**Problem description**
Give the number of lines in the material below that include "every", and write nothing else.

**Records for the exercise**
◇ ◇ ◇ ◇ ◇

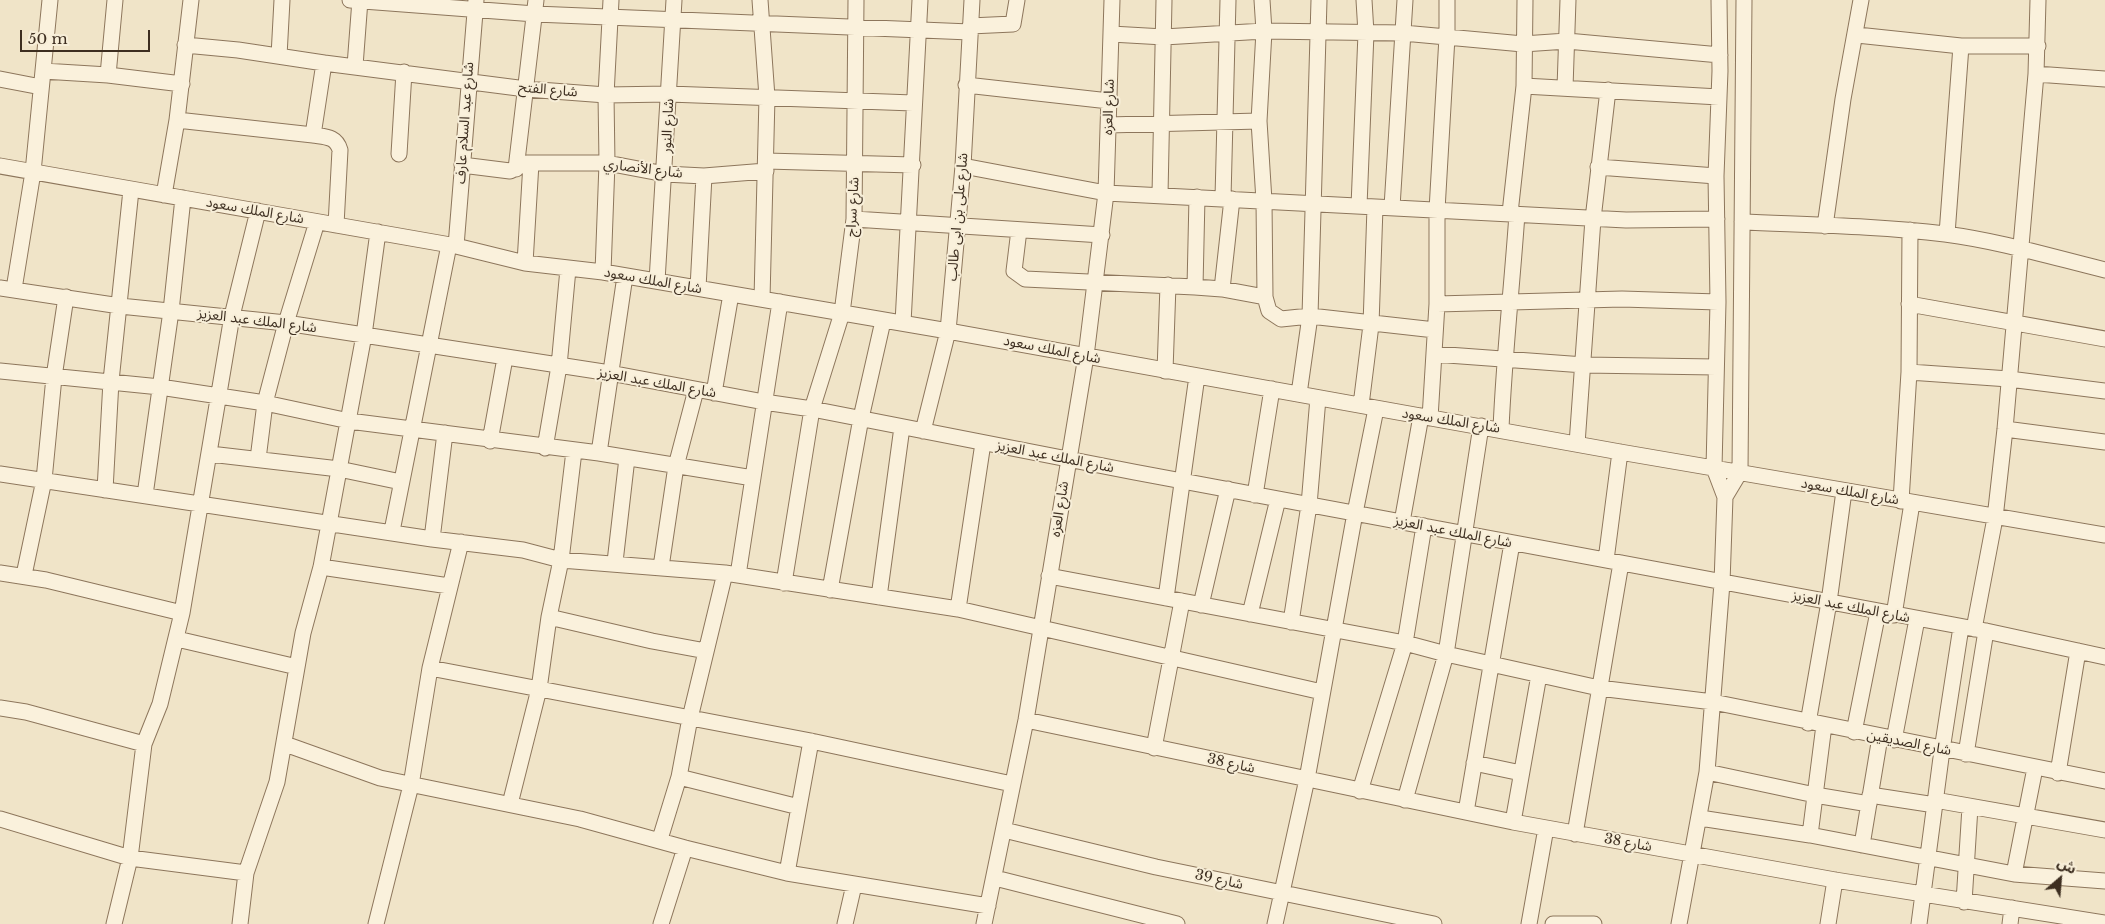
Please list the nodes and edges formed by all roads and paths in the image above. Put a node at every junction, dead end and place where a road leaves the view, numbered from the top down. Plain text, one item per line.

◇ ◇ ◇ ◇ ◇

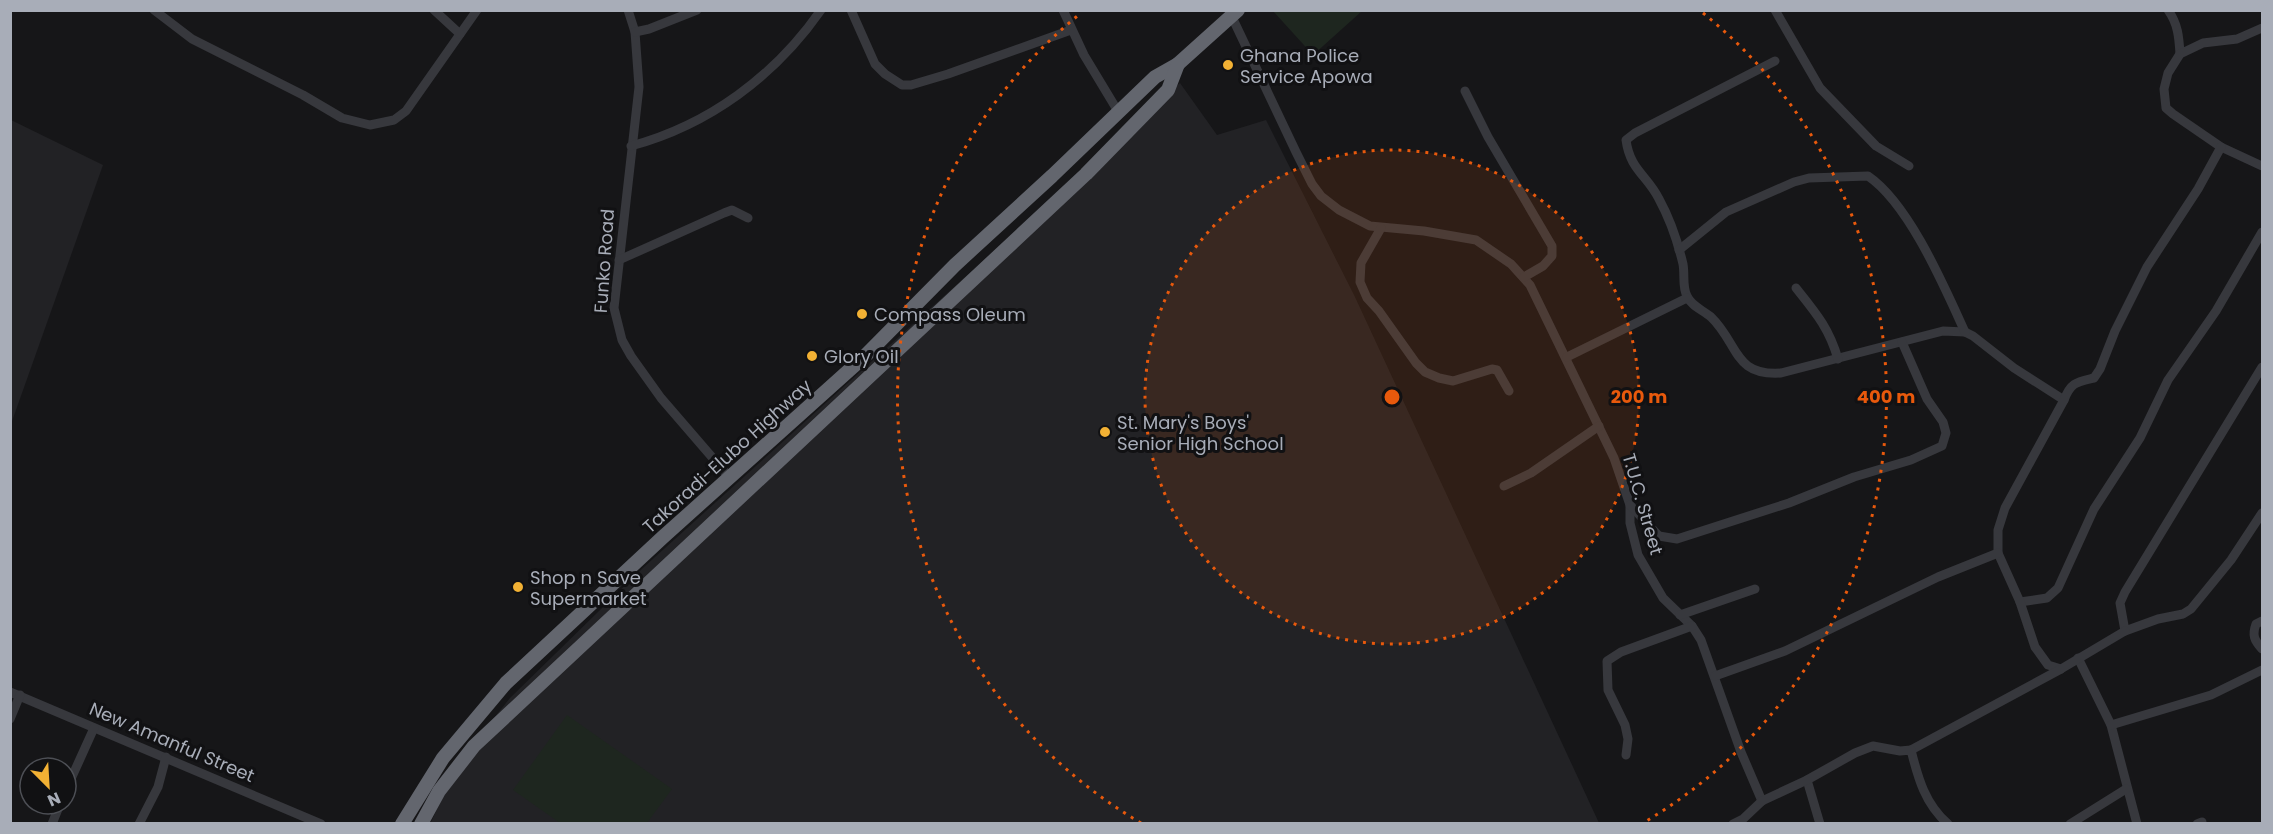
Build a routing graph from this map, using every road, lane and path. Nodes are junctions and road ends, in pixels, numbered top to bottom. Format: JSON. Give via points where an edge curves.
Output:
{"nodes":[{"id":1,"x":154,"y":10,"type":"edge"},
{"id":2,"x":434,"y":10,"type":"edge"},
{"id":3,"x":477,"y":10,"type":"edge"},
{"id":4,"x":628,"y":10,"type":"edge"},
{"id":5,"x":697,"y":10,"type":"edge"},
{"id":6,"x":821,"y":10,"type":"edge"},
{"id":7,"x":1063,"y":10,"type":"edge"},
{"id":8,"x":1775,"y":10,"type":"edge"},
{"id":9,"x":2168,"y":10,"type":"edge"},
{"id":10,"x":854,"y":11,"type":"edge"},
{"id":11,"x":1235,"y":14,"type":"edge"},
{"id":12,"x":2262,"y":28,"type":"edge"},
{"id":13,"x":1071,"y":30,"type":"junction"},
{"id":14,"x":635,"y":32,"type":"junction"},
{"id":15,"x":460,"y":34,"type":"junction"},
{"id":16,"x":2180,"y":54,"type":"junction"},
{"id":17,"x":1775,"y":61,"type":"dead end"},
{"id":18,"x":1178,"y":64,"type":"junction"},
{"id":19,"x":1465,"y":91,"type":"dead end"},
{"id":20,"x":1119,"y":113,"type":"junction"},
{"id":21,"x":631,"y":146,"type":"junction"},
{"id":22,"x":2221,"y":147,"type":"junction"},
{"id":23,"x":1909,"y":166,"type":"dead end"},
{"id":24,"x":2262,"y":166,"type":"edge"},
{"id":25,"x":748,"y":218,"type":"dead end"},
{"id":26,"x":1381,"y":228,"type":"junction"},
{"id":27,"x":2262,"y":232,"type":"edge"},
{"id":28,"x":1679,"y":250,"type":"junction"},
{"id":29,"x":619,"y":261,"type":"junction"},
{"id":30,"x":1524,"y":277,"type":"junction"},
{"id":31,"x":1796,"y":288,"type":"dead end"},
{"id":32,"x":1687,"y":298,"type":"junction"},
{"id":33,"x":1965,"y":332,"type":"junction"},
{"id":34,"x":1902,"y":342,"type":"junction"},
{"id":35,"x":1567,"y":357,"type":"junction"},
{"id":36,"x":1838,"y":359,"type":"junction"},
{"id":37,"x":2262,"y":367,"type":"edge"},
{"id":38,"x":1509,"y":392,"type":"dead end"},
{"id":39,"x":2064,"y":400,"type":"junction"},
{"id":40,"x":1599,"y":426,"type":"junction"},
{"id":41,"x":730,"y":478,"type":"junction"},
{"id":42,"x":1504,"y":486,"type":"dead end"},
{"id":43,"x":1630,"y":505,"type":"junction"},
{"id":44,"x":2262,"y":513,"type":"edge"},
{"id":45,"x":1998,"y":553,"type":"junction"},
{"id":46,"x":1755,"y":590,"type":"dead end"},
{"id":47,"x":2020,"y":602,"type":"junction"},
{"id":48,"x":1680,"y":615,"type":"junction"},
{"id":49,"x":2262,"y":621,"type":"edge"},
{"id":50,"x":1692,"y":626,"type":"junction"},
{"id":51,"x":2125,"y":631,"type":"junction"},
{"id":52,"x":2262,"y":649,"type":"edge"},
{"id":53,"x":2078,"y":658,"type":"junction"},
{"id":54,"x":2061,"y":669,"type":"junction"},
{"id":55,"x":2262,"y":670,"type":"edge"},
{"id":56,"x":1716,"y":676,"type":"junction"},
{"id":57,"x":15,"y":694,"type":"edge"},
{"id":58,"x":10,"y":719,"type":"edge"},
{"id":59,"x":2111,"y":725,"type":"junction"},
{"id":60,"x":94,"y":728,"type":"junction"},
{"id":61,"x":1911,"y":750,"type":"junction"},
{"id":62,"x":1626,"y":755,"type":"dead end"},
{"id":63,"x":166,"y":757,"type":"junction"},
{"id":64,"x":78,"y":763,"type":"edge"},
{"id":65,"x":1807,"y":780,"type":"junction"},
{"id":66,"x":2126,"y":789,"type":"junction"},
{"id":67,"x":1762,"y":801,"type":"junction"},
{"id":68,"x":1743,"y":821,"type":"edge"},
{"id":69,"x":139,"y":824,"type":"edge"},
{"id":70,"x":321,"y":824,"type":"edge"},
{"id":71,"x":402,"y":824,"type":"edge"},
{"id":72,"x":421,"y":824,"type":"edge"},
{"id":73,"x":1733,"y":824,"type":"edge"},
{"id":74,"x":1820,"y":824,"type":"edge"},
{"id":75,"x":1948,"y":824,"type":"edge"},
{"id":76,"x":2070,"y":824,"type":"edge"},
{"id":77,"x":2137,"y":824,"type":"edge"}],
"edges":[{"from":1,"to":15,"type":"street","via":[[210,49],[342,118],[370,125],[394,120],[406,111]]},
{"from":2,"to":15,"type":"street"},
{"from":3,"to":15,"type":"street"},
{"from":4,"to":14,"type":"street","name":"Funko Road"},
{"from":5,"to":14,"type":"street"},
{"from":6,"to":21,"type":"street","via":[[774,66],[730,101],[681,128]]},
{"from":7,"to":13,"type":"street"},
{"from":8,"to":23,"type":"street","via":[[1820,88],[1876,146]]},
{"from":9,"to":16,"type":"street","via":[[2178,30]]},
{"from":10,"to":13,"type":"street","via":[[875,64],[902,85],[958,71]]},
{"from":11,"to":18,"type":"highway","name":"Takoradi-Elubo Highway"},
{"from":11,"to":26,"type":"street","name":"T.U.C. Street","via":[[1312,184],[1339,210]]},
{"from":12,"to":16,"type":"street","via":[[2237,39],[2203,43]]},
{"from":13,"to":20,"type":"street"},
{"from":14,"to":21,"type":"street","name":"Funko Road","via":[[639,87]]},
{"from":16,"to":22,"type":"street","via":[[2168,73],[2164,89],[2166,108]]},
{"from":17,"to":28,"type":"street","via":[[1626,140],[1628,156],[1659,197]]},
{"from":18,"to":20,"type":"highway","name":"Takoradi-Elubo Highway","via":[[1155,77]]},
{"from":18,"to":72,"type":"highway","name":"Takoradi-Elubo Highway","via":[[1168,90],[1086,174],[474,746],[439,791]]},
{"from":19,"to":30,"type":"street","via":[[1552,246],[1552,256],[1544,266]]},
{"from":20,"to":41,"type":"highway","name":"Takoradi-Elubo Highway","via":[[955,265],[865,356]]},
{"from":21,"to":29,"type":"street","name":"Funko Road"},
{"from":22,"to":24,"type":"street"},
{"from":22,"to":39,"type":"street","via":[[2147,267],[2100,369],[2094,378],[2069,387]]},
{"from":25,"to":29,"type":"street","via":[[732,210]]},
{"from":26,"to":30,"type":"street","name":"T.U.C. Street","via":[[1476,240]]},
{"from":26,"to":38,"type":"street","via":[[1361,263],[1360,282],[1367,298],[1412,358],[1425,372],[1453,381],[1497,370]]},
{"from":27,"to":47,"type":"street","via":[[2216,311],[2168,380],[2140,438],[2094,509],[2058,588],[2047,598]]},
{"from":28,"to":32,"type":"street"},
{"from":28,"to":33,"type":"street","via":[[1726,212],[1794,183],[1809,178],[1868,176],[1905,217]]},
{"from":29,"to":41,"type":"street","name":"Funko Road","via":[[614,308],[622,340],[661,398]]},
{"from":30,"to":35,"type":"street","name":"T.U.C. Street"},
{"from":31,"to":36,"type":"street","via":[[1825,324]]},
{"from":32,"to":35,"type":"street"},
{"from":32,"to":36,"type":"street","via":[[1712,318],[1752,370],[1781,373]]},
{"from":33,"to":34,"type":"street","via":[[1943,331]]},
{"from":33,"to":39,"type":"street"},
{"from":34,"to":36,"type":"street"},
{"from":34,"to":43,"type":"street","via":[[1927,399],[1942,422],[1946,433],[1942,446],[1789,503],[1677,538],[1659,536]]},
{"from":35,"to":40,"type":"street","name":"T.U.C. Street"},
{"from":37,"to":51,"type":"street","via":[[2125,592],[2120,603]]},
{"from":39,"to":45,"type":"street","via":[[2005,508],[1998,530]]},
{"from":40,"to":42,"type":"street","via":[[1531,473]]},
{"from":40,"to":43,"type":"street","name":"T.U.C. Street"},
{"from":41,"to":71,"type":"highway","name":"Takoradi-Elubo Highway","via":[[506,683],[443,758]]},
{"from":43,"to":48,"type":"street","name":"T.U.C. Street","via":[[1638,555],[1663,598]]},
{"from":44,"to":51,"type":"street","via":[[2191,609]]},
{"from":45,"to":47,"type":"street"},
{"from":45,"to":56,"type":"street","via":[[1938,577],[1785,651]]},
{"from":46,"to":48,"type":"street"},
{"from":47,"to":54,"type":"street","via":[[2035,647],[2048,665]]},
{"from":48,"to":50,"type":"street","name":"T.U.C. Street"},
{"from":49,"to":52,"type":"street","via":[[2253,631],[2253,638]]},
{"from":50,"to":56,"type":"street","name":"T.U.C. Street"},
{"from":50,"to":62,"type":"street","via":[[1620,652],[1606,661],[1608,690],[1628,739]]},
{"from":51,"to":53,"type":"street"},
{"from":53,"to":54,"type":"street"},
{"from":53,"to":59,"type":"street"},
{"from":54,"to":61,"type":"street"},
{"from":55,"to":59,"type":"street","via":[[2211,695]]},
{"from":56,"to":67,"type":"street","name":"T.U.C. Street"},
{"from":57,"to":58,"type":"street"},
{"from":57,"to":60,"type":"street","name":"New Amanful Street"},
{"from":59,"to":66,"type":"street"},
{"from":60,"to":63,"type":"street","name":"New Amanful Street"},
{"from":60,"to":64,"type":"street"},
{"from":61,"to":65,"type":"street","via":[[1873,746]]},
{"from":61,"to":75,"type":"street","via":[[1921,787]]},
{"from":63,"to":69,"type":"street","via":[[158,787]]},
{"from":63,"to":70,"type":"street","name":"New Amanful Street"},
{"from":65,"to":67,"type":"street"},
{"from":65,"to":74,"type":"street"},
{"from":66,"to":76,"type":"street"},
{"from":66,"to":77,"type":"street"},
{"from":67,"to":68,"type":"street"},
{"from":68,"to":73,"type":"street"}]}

◇ ◇ ◇ ◇ ◇

**Response to this exercise**
2